Müller cells (MCs) represent the major glial cells that are responsible for maintaining retinal homeostasis. In diabetic retinopathy, Müller cell activation occurs in the initial stages, playing a role in many pathological processes, such as neovascularization, neuronal dysfunction, and inflammatory retinal environment. As the most common RNA modification in eukaryotes, N⁶-methyladenosine (m⁶A) exerts dynamic and reversible control over cellular functions in the context of high glucose (HG) stress.
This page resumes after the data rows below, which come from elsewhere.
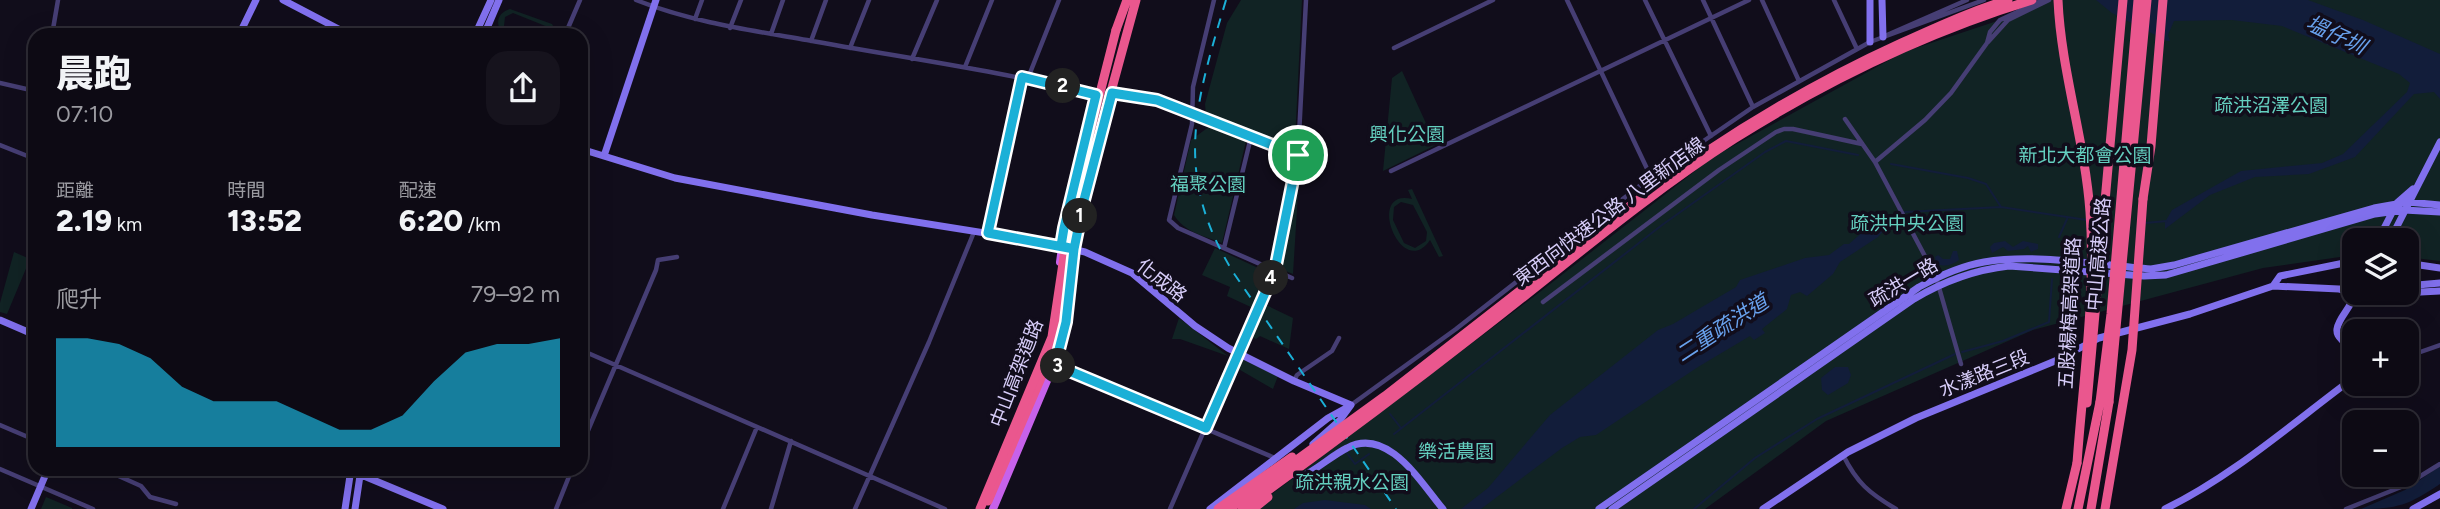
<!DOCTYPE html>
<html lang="zh-TW">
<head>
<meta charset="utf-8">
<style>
  :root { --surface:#0d0a14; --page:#16131d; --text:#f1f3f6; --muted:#9a9aa0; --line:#2d2b34; --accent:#1bb0d7 }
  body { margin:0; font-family:Figtree,"Noto Sans TC",sans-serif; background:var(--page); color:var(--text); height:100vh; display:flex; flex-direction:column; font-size:26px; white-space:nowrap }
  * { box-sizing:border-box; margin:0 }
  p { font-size:23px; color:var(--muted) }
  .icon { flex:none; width:38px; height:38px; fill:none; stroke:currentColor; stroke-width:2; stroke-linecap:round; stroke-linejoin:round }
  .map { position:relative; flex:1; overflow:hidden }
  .side { position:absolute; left:28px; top:28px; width:560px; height:448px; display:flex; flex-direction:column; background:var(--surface); border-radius:21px; box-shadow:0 7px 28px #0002,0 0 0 2px var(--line) }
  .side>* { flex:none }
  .tools { position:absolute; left:2342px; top:228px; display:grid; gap:14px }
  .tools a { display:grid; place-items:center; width:77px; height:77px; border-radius:14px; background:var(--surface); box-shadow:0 7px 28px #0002,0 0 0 2px var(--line); font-size:35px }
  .pin { position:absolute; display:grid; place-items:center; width:60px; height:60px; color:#fff; margin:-30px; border:4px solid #fff; border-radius:50%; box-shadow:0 2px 7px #0007 }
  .km { position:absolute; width:35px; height:35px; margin:-18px; border-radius:50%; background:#222; color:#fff; font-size:19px; line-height:35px; text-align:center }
  .round { display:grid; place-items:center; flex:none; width:74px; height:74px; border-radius:21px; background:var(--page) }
  .head { display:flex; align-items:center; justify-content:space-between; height:119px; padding:0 28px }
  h1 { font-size:38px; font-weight:800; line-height:52px }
  .metrics { display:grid; grid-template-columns:repeat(3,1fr); gap:10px; height:119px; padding:7px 28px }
  .metrics div { display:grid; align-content:center }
  .metrics b { font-size:30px; font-weight:800 }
  .metrics small { font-size:19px; font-weight:400 }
  .metrics p { font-size:19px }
  .chart { height:196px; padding:14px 28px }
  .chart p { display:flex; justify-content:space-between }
  .chart svg { width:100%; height:126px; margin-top:7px; fill:var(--accent); opacity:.7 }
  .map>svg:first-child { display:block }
  .green { fill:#112324; fill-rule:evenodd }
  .water { fill:#121d3a }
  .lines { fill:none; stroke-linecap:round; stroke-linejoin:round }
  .stream { stroke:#121d3a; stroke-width:2 }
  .street { stroke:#463e74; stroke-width:4.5 }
  .secondary { stroke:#8170ed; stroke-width:7 }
  .primary { stroke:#c762eb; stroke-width:8 }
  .highway { stroke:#ea578e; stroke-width:9 }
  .rail { stroke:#1bb0d7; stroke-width:2; stroke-dasharray:10 9; stroke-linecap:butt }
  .highway-bridge { stroke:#ea578e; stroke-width:9 }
  .route-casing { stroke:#fff; stroke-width:14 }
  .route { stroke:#1bb0d7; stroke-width:9 }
  .labels { text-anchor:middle; stroke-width:7; stroke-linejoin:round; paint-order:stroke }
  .park-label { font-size:19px; fill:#64cfbf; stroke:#110d1b }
  .street-label { font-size:19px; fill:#d7cdf9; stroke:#110d1b }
  .water-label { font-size:21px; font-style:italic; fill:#68a1ec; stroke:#110d1b }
</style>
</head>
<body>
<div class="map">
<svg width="2440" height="509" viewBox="0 0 2440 509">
  <rect width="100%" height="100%" fill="#110d1b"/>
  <path class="green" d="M1241 0H1302L1295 141 1291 147 1206 115 1205 104 1227 23Z
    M2048 0H2440V261L2406 257V240H2354V255L2263 268 2033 330 1826 421 1705 509H1252L1536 295 1713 157 1904 52 2003 19Z
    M510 9 552 24 558 35H553L548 27 513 13 505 17 504 26 508 31 518 35H506C494 27 496 13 510 9Z
    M1402 71 1436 145 1383 171 1392 78Z
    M1210 126 1246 141 1222 243C1204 236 1184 232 1174 215L1191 140Z
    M1300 161 1293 274 1278 268Z
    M1412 189 1443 256 1439 257 1430 240C1402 282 1364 188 1412 199L1408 190ZM1401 202 1413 205 1427 232 1426 241 1415 248 1404 243 1393 220 1394 207Z
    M1215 248 1269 273 1253 308 1227 296 1230 287 1202 275Z
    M14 252 30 259 7 314 0 312V303Z
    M1264 304 1293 318 1289 349 1260 336 1256 339 1250 336Z
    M1179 318 1228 356 1180 339H1172Z
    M1239 358 1278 376 1273 389 1235 367Z
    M46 497 72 508V509H41Z"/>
  <path class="water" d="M2096 0H2308L2363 20 2440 54V99L2434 92 2414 94 2355 157 2309 174 2255 177 2210 195 2165 229V222L2172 210 2241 171 2322 163 2343 154 2407 92 2410 83 2399 74 2282 26 2232 20 2174 21 2168 35 2170 41H2167L2112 13Z
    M1897 215 1899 223 1894 224 1889 229H1885L1878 237 1840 262 1833 274 1807 296 1800 292 1791 295 1787 309 1762 329 1765 333 1754 340 1750 336 1698 367 1596 435 1580 437 1562 448 1481 509H1461L1488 488 1550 415 1658 330 1673 324 1736 287 1740 280 1805 258 1829 255 1844 244H1849L1865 230 1871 231 1877 224Z
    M2005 241 2013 247 2023 241 2038 244V249L2031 252 2028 246 2024 249 2008 251 2003 247 1992 253 1990 247 1994 243Z
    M1953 251H1957L1959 260C1952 265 1944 268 1936 263L1935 257 1938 255 1943 259H1950Z
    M1835 367H1848L1851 375 1848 383 1828 395 1822 390 1821 378Z
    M2440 466V484C2409 505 2397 509 2361 509L2405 490Z
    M1325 500 1365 505 1371 509H1294L1303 503Z"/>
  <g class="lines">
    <path class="stream" d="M1891 164 1968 178 1986 184 2001 207
      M1905 212 2001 207 2087 220
      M2145 223 2167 221
      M2059 237 2067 219
      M1962 352 2003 341 2049 322 2052 279
      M1390 414 1401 428
      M1394 434 1662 225 1765 152 1786 141 1858 155
      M1347 453 1355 464 1369 454
      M1694 509 1755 458 1817 419 1955 354"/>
    <path class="street" d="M636 0C691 22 749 30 807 40 904 58 1001 71 1096 95
      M1214 0 1193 87 1192 124 1169 220 1178 228 1292 278
      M1567 0 1651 177
      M1645 0 1711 136
      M1703 0 1753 107
      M1762 0 1799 81
      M1834 0 1857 49
      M695 19 702 0
      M730 28 741 0
      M771 34 783 0
      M52 35 58 0
      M565 35 580 0
      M1887 35 1967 0
      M811 41 826 0
      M1988 42 2008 20 2049 0
      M850 48 869 0
      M1394 48 1493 0
      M912 59 937 0
      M965 67 992 0
      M1028 78 1059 0
      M0 83 35 91
      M1112 93 1157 100 1298 155
      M1845 119 1875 162 1936 277 1961 364
      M0 145 35 159
      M1875 162 1925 120 1951 93 1987 43 1990 32 2000 20 2043 0
      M1391 171 1749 0
      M987 233 1022 77
      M1224 248 1251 137
      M1543 302 1719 170 1776 132 1784 129H1793L1862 144
      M581 350 945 509
      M2406 357 2440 345
      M1055 365 1275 458
      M1294 381 1297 375 1332 351 1339 338
      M1351 405 1456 329 1651 177 1753 107 1870 42 1984 0
      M0 425 35 440
      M581 447 656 270 658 260 677 257
      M1843 455C1857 483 1869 493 1896 509
      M0 469 93 509
      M103 469 141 486 150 497 176 504
      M126 472 130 474 133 469
      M556 509 572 469
      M723 509 757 427
      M771 509 791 441
      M855 509 929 342 974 232
      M1170 509 1274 270 1298 155 1306 0
      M2346 509 2406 485 2440 464"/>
    <path class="secondary" d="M283 0 350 35
      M1870 0V42
      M1882 0 1883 37
      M239 35 256 0
      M475 35 491 0
      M484 35 499 0
      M581 149 675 178 872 215 1041 242 1085 252 1132 273 1195 326 1228 348 1294 381 1351 405
      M604 156 656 0
      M2378 240 2397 203 2413 189
      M2390 240 2440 142
      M2406 263 2440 268
      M2273 286 2280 276 2354 261
      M2406 286 2440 283
      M0 320 35 335
      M1313 444 1340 420 1351 405
      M347 469 443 509
      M1291 470 1295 475 1301 477C1318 469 1331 456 1347 448 1388 426 1421 483 1443 509
      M31 509 48 469
      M345 509 351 469
      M355 509 361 469
      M1210 509 1328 418 1348 407
      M1599 509 1919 287C1939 276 1961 266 1984 262 2036 253 2098 265 2151 269L2174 265 2374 208 2408 202 2440 205
      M1612 509 1914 299C1944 281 1973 270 2009 266L2144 276 2166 275 2375 214 2404 210 2440 212
      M1763 509 1848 452 1916 418 2055 361 2099 338 2190 314 2273 286 2339 289 2364 295 2440 291
      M2165 509C2231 477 2289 426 2348 382 2353 370 2352 356 2345 344 2342 339 2336 336 2337 329 2339 316 2353 307 2354 293
      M2413 509 2440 494"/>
    <path class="primary" d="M1060 262 1067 212
      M993 509 1060 350 1066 322 1076 233"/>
    <path class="highway" d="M1116 30 1127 0
      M2143 199 2151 146 2163 0
      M1070 242 1136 0
      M988 501 1047 364 1055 340
      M2066 509 2077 463
      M2078 509 2100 402
      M2091 509 2109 402"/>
    <path class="rail" d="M1226 0C1195 104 1172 176 1235 275L1396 509"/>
    <path class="highway-bridge" d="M2058 0C2061 71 2085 141 2090 212 2096 296 2083 380 2077 463
      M1619 214C1707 147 1798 90 1899 44 1935 28 1971 11 2008 0
      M1056 352 1065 295
      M2100 402 2111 314 2138 0
      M2109 402 2147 0
      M2087 403 2123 0
      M980 509 1052 337 1072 203 1116 30
      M1218 509 1292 457
      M1229 509 1385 396 1585 240
      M1242 509C1323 451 1402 392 1480 331 1564 266 1645 196 1734 139 1826 81 1928 32 2032 0
      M1253 509 1268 497
      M2105 509 2132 350 2143 199"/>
  </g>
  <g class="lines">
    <defs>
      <path id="route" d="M1298 155 1157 100 1112 93 1084 200 1074 249 988 233 1022 77 1096 95 1064 228 1061 246 1074 249 1066 322 1055 365 1206 428 1275 270 1298 155"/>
    </defs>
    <use href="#route" class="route-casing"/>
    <use href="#route" class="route"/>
  </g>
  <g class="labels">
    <g class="park-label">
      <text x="2271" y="112">疏洪沼澤公園</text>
      <text x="1407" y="141">興化公園</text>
      <text x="2085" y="162">新北大都會公園</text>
      <text x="1208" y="191">福聚公園</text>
      <text x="1907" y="230">疏洪中央公園</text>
      <text x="1456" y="458">樂活農園</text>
      <text x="1352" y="489">疏洪親水公園</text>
    </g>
    <g class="street-label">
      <text transform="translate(1609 211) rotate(-37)" y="7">東西向快速公路 八里新店線</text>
      <text transform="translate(2098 254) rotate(-85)" y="7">中山高速公路</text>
      <text transform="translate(1162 280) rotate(38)" y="7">化成路</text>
      <text transform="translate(1903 282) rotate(-31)" y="7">疏洪一路</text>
      <text transform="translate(2069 313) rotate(-87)" y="7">五股楊梅高架道路</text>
      <text transform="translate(1016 373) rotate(-69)" y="7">中山高架道路</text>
      <text transform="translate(1984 373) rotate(-22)" y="7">水漾路三段</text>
    </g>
    <g class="water-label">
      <text transform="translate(2336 35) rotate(25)" y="7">塭仔圳</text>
      <text transform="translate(1722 328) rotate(-33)" y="7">二重疏洪道</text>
    </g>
  </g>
</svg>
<div class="tools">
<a><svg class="icon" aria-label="layers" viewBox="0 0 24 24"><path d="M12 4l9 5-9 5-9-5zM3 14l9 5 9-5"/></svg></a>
<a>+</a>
<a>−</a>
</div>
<div class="pin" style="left:1298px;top:155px;background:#1e9e55"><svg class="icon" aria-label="arrive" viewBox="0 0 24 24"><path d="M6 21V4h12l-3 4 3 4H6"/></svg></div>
<b class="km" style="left:1080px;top:216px">1</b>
<b class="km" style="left:1063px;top:86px">2</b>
<b class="km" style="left:1058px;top:366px">3</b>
<b class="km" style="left:1271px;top:278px">4</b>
<section class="side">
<div class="head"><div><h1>晨跑</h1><p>07:10</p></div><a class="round"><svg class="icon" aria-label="share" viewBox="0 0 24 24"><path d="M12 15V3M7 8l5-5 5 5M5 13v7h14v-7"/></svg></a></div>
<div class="metrics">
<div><p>距離</p><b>2.19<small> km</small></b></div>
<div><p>時間</p><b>13:52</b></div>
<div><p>配速</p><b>6:20<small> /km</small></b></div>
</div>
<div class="chart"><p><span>爬升</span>79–92 m</p>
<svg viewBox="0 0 160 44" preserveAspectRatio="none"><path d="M0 44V6L10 6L20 8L30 13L40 23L50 28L60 28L70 28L80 33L90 38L100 38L110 33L120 21L130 11L140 8L150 8L160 6V44z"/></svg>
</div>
</section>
</div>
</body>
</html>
Here, we performed combined m⁶A and RNA sequencing to elucidate the landscape of m⁶A modification in MCs under HG environmental stimuli. The potential functions of aberrant m⁶A peaks and differentially expressed genes were analyzed using bioinformatics analysis. Our findings indicate that m⁶A modification may regulate the expression of heat shock proteins (HSPs) 70 isoforms HSPA1A and HSPA1B, which are stress-inducible chaperones critical for cell survival under adverse conditions, including hyperglycemia. Modulating m⁶A modification may regulate critical gene expression and cellular functions of MCs under HG stress.